After locating the line that contains "Trace every road, lane", restate it and each later line word for word through the end of the records.

━━━━━ RAW DATA

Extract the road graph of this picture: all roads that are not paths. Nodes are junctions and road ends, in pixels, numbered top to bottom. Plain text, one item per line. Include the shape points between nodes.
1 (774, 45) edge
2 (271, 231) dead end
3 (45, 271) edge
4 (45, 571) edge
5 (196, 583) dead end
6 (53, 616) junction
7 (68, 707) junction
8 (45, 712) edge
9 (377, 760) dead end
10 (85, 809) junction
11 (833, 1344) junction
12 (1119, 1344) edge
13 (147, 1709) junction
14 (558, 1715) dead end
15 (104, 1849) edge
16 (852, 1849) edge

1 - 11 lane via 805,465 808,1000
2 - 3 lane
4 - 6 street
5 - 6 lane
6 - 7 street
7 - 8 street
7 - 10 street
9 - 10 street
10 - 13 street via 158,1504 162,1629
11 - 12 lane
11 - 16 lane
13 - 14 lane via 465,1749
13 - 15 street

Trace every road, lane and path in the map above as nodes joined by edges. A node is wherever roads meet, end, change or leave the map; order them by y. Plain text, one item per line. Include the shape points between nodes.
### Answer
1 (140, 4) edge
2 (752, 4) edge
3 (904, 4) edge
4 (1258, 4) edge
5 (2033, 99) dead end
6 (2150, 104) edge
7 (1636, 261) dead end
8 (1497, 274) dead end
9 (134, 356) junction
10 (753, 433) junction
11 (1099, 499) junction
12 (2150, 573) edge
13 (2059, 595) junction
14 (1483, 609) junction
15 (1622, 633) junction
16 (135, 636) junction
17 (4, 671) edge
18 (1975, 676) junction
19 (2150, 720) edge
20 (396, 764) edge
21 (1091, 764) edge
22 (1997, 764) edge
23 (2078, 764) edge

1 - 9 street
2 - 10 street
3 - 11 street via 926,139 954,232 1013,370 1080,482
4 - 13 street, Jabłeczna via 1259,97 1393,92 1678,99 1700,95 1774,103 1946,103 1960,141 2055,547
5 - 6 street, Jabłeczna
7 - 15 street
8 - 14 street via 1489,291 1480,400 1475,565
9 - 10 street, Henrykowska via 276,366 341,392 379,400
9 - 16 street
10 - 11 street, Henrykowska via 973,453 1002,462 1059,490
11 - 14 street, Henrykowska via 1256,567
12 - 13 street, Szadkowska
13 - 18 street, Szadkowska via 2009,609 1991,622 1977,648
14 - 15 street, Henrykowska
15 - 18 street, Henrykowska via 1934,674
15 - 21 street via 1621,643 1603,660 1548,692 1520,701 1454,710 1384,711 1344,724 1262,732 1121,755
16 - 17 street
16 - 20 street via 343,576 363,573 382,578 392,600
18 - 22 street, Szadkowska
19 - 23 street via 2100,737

━━━━━━━━━━

> WRITTEN SOLUTION:
Trace every road, lane and path in the map above as nodes joined by edges. A node is wherever roads meet, end, change or leave the map; order them by y. Plain text, one item per line. Include the shape points between nodes.
### Answer
1 (140, 4) edge
2 (752, 4) edge
3 (904, 4) edge
4 (1258, 4) edge
5 (2033, 99) dead end
6 (2150, 104) edge
7 (1636, 261) dead end
8 (1497, 274) dead end
9 (134, 356) junction
10 (753, 433) junction
11 (1099, 499) junction
12 (2150, 573) edge
13 (2059, 595) junction
14 (1483, 609) junction
15 (1622, 633) junction
16 (135, 636) junction
17 (4, 671) edge
18 (1975, 676) junction
19 (2150, 720) edge
20 (396, 764) edge
21 (1091, 764) edge
22 (1997, 764) edge
23 (2078, 764) edge

1 - 9 street
2 - 10 street
3 - 11 street via 926,139 954,232 1013,370 1080,482
4 - 13 street, Jabłeczna via 1259,97 1393,92 1678,99 1700,95 1774,103 1946,103 1960,141 2055,547
5 - 6 street, Jabłeczna
7 - 15 street
8 - 14 street via 1489,291 1480,400 1475,565
9 - 10 street, Henrykowska via 276,366 341,392 379,400
9 - 16 street
10 - 11 street, Henrykowska via 973,453 1002,462 1059,490
11 - 14 street, Henrykowska via 1256,567
12 - 13 street, Szadkowska
13 - 18 street, Szadkowska via 2009,609 1991,622 1977,648
14 - 15 street, Henrykowska
15 - 18 street, Henrykowska via 1934,674
15 - 21 street via 1621,643 1603,660 1548,692 1520,701 1454,710 1384,711 1344,724 1262,732 1121,755
16 - 17 street
16 - 20 street via 343,576 363,573 382,578 392,600
18 - 22 street, Szadkowska
19 - 23 street via 2100,737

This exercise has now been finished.